Lemmario Brontë
di Monica Pareschi
dal numero di febbraio 2017
Amore
C’è l’amore-relazione di Charlotte e c’è l’amore-passione di Emily. L’amore-relazione muta, si muove, progredisce, si guasta, si aggiusta. L’amore-relazione è educazione all’amore. Alla fine un uomo cieco e sfigurato è condotto all’altare da una ragazza che, anche letteralmente, ne ha fatta di strada. Reader, I married him. L’amore-passione, semplicemente, è: non diviene e, a ben guardare, non nasce neppure. È immanente e minerale. Contiene tutto, e soprattutto: odio, vendetta, invidia, dispetto, rivalsa. È sadico, masochista, dannato e necrofilo. Nella sua incapacità a mutare, è morto in partenza. Non ha bisogno di consumarsi, ma consuma.

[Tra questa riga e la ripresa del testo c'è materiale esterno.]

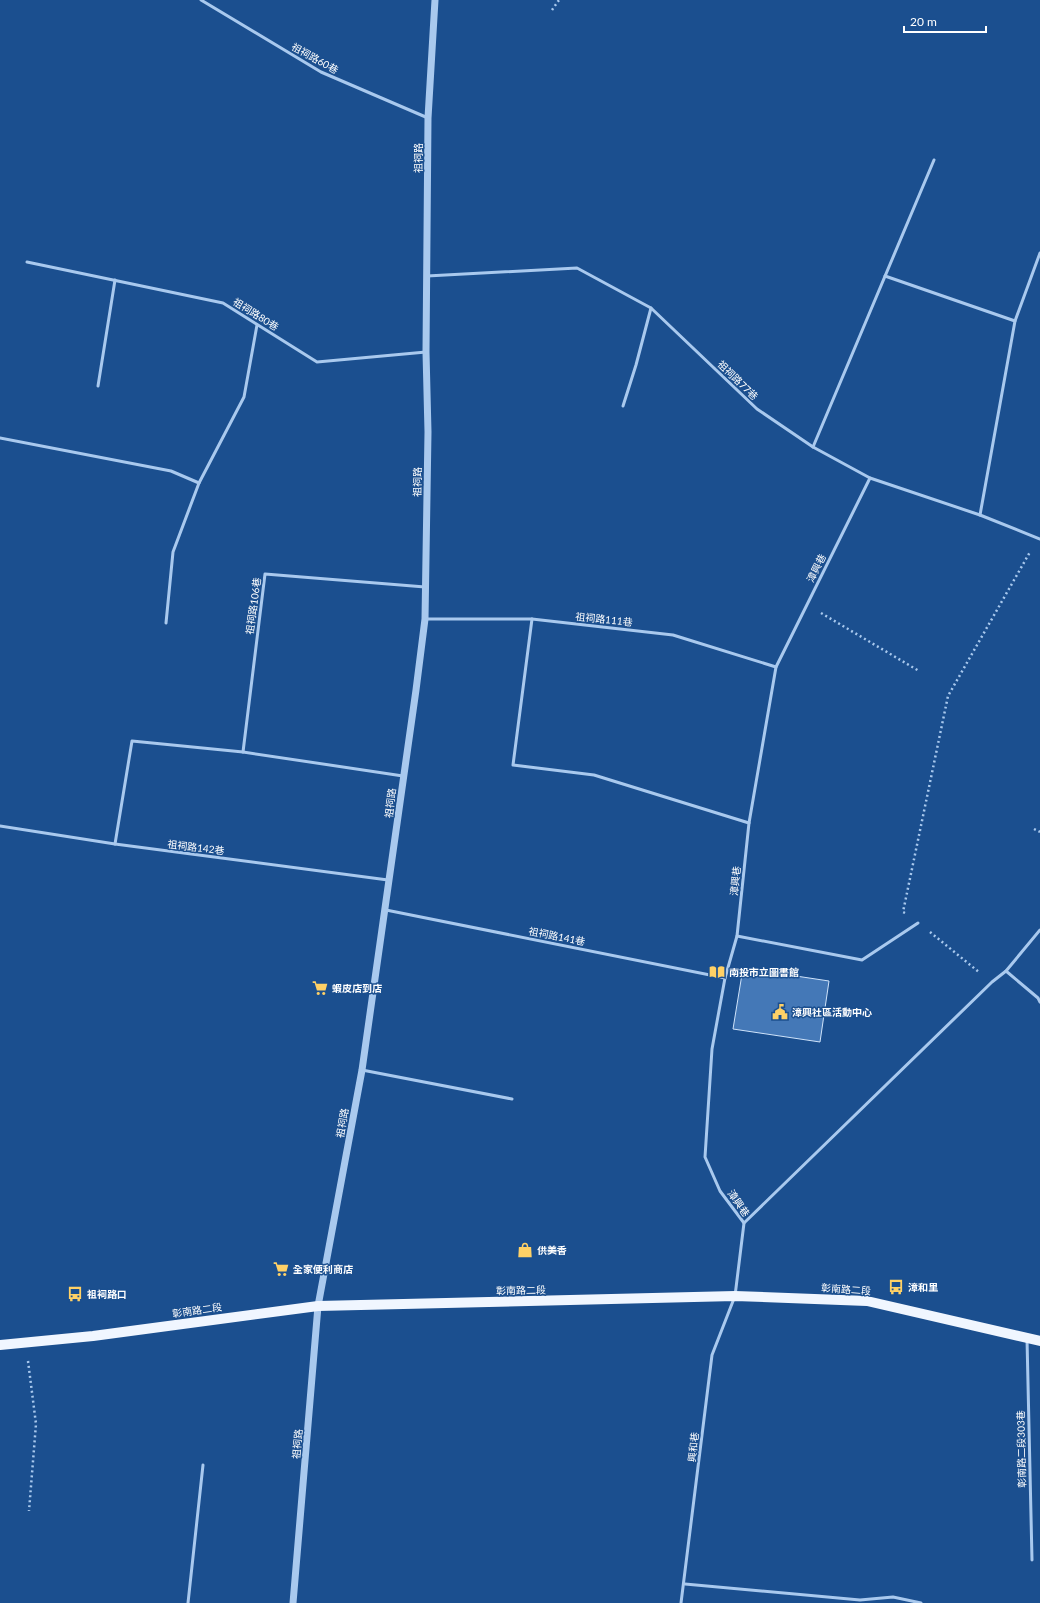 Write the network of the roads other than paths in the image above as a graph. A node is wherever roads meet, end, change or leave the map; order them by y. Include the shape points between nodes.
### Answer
1 (201, 0) edge
2 (435, 0) edge
3 (428, 118) junction
4 (934, 160) dead end
5 (1040, 253) edge
6 (27, 262) dead end
7 (427, 276) junction
8 (885, 276) junction
9 (115, 280) junction
10 (650, 308) junction
11 (1015, 321) junction
12 (257, 324) junction
13 (426, 352) junction
14 (98, 386) dead end
15 (622, 406) dead end
16 (0, 438) edge
17 (813, 447) junction
18 (870, 478) junction
19 (199, 483) junction
20 (980, 515) junction
21 (1040, 534) edge
22 (1039, 538) edge
23 (425, 588) junction
24 (425, 619) junction
25 (532, 620) junction
26 (166, 623) dead end
27 (776, 667) junction
28 (243, 752) junction
29 (403, 776) junction
30 (749, 823) junction
31 (0, 826) edge
32 (116, 844) junction
33 (390, 880) junction
34 (385, 910) junction
35 (918, 923) road end
36 (1040, 930) edge
37 (737, 936) junction
38 (1006, 971) junction
39 (725, 978) junction
40 (1040, 1002) edge
41 (362, 1070) junction
42 (512, 1099) dead end
43 (744, 1223) junction
44 (735, 1296) junction
45 (318, 1306) junction
46 (1027, 1338) junction
47 (1040, 1341) edge
48 (0, 1345) edge
49 (203, 1465) dead end
50 (1032, 1560) dead end
51 (684, 1584) junction
52 (188, 1603) edge
53 (293, 1603) edge
54 (682, 1603) edge
55 (921, 1603) edge

1 - 3 lane, 祖祠路60巷 via 321,72
2 - 3 street, 祖祠路
3 - 7 street, 祖祠路
4 - 8 lane
5 - 11 lane
6 - 9 lane, 祖祠路80巷
7 - 10 lane, 祖祠路77巷 via 577,268
7 - 13 street, 祖祠路
8 - 11 lane
8 - 17 lane
9 - 12 lane, 祖祠路80巷 via 223,303
9 - 14 lane
10 - 15 lane via 636,365
10 - 17 lane, 祖祠路77巷 via 757,409
11 - 20 lane
12 - 13 lane, 祖祠路80巷 via 317,362
12 - 19 lane via 244,397
13 - 23 street, 祖祠路 via 428,432
16 - 19 lane via 171,471
17 - 18 lane, 祖祠路77巷
18 - 20 lane, 祖祠路77巷
18 - 27 lane, 漳興巷
19 - 26 lane via 173,552
20 - 22 lane, 祖祠路77巷
21 - 22 lane
23 - 24 street, 祖祠路
23 - 28 lane, 祖祠路106巷 via 265,574
24 - 25 lane, 祖祠路111巷
24 - 29 street, 祖祠路
25 - 27 lane, 祖祠路111巷 via 672,635
25 - 30 lane via 513,765 594,775
27 - 30 lane, 漳興巷
28 - 29 lane
28 - 32 lane via 132,741
29 - 33 street, 祖祠路
30 - 37 lane, 漳興巷
31 - 32 lane, 祖祠路142巷
32 - 33 lane, 祖祠路142巷
33 - 34 street, 祖祠路
34 - 39 lane, 祖祠路141巷
34 - 41 street, 祖祠路
35 - 37 lane via 862,960
36 - 38 lane
37 - 39 lane, 漳興巷
38 - 40 lane
38 - 43 lane
39 - 43 lane, 漳興巷 via 712,1049 705,1157 720,1191
41 - 42 lane
41 - 45 street, 祖祠路
43 - 44 lane, 漳興巷
44 - 45 main road, 彰南路二段
44 - 46 main road, 彰南路二段 via 867,1301
44 - 51 lane, 興和巷 via 712,1355
45 - 48 main road, 彰南路二段 via 93,1336
45 - 53 street, 祖祠路
46 - 47 main road, 彰南路二段
46 - 50 lane, 彰南路二段303巷
49 - 52 lane
51 - 54 lane, 興和巷
51 - 55 lane via 860,1600 893,1597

L’amore-passione non ha compassione.
Casa, cortile, giardino
La casa gotica di Jane Eyre – la camera rossa degli orrori e degli incubi, il collegio sadico-vittoriano, l’antica magione con soffitte segrete che celano mostri, ma anche la dimora raffinata nel parco, piena di salotti con tappeti e tendaggi e boiserie e pianoforti – si sdoppia nella casa della luce con grandi finestre aperte sulla civiltà raziocinante e limitata del giardino e nella casa del buio rozzamente scolpita nella pietra, la casa con l’immenso focolare e feritoie che escludono l’aria, e una corte che la chiude al mondo. La casa del conflitto e della conciliazione; la casa della barbarie e la casa della civiltà, contrapposte e racchiuse in un’unica prigione.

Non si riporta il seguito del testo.